Directions for this task:
Search each line below for the word "thumb" and list those that contain it.

---------------

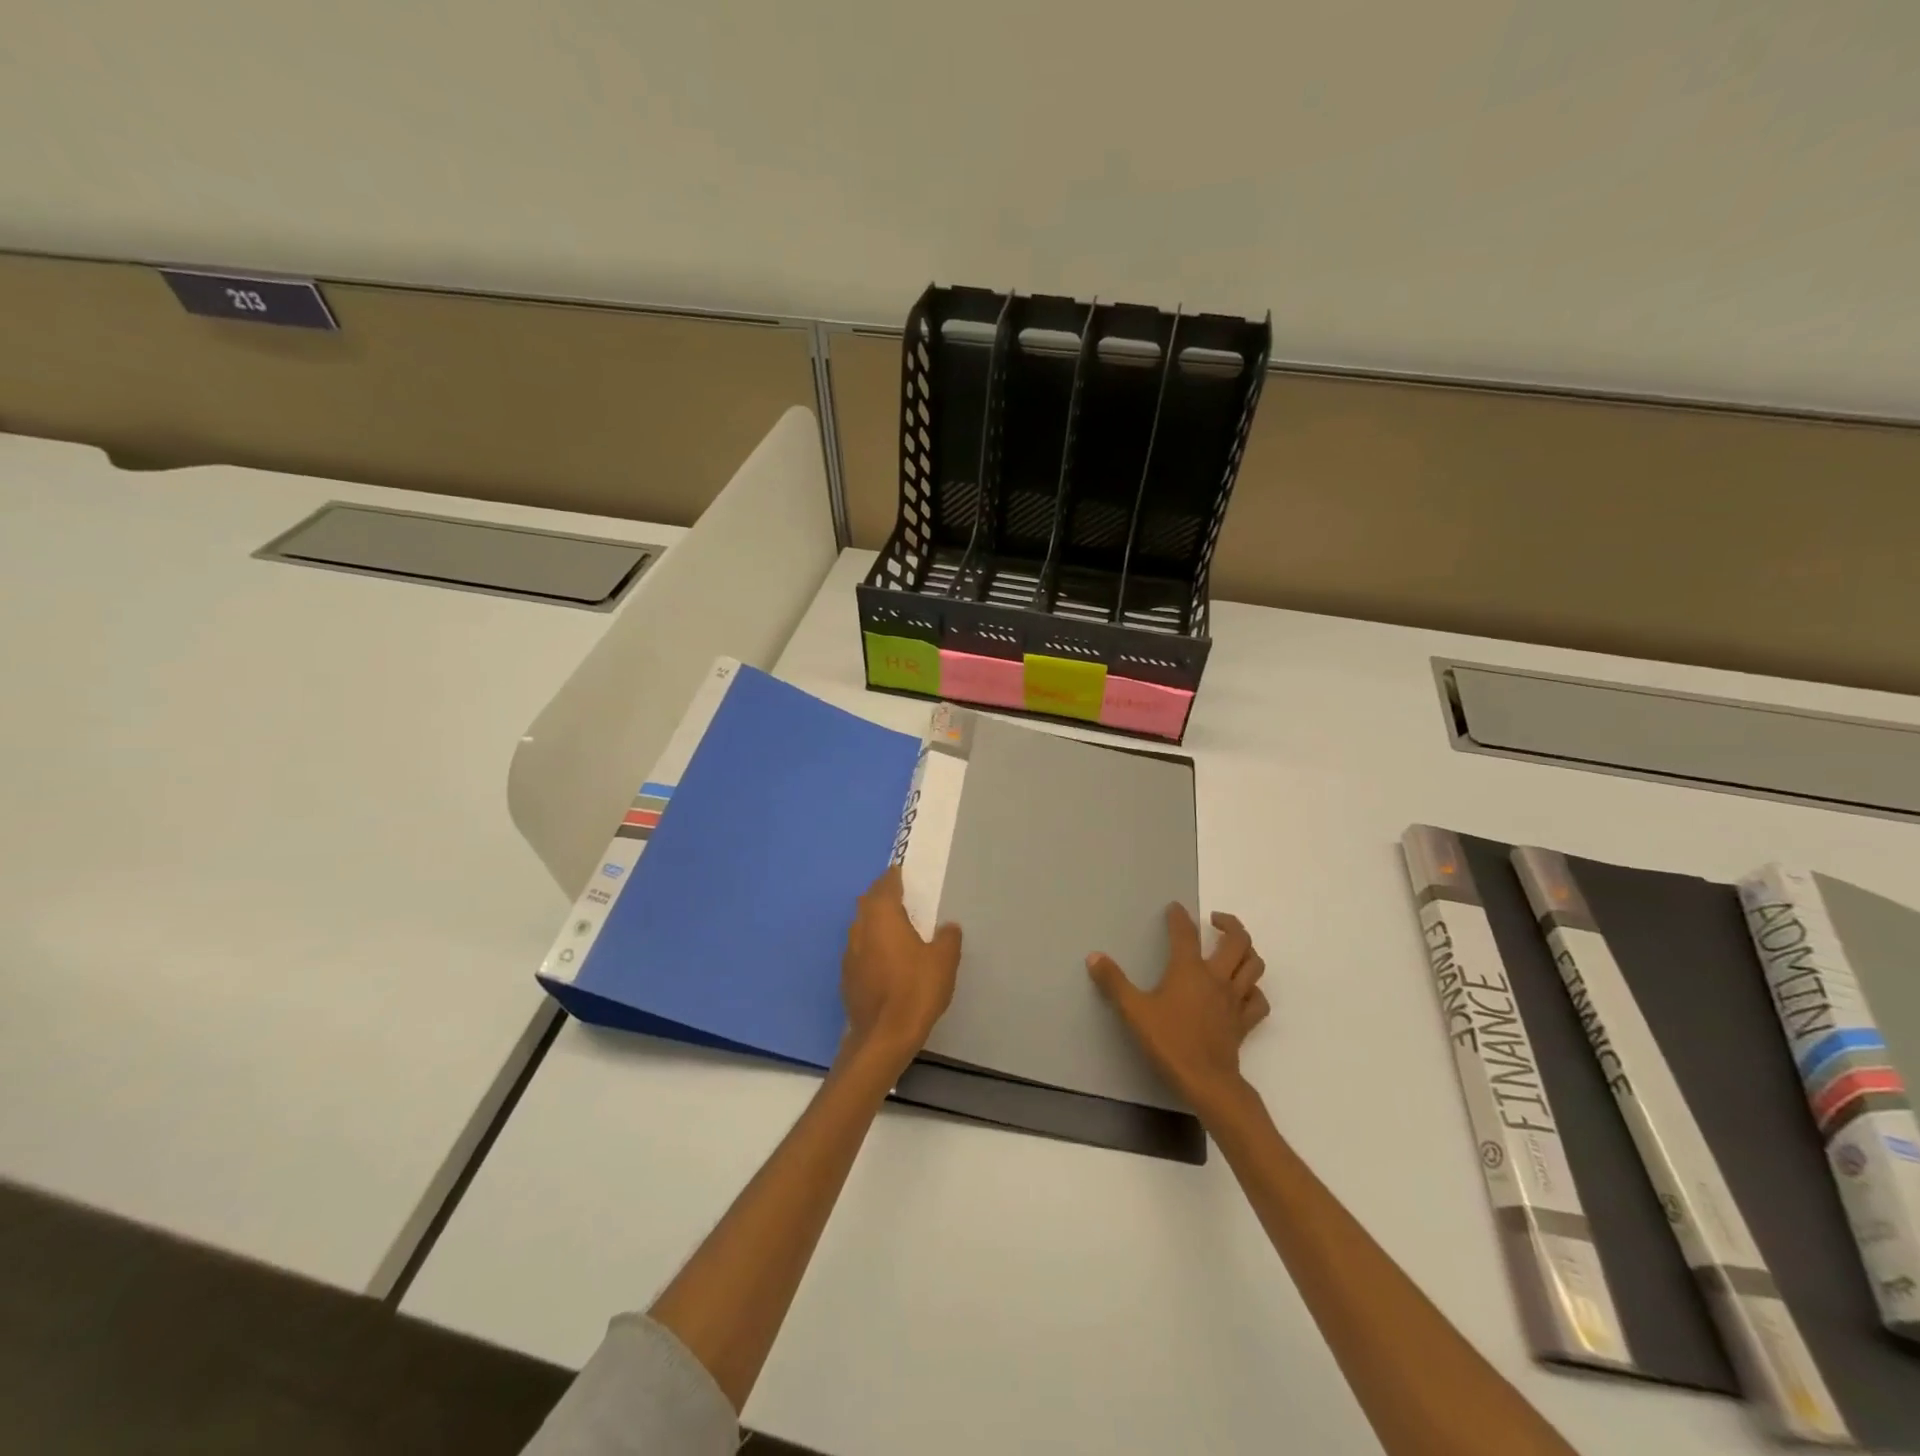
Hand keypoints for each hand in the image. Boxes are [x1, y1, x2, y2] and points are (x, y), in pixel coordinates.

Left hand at [840, 865, 962, 1074]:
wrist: (882, 1037)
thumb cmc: (915, 990)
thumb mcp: (943, 961)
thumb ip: (947, 938)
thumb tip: (948, 927)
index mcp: (882, 916)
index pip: (886, 885)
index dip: (895, 877)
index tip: (903, 873)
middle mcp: (860, 928)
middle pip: (869, 902)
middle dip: (882, 895)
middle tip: (901, 896)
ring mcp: (850, 953)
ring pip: (861, 925)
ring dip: (875, 921)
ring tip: (895, 926)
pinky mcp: (847, 977)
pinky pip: (860, 949)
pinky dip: (872, 945)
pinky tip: (886, 958)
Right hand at [1087, 905, 1267, 1113]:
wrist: (1206, 1082)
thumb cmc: (1169, 1041)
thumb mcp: (1134, 1010)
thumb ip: (1114, 982)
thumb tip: (1094, 956)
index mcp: (1189, 970)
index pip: (1185, 933)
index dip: (1179, 917)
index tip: (1175, 908)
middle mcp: (1217, 978)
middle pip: (1237, 941)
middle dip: (1230, 924)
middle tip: (1216, 920)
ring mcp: (1235, 1000)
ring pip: (1253, 966)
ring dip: (1247, 951)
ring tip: (1233, 948)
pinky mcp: (1244, 1022)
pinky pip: (1258, 1000)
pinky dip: (1254, 989)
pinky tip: (1245, 990)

---------------

Written solution:
thumb cmc: (915, 990)
thumb mcp: (943, 961)
thumb ip: (947, 938)
thumb tip: (948, 927)
thumb cmc: (1169, 1041)
thumb mcp: (1134, 1010)
thumb ip: (1114, 982)
thumb tip: (1094, 956)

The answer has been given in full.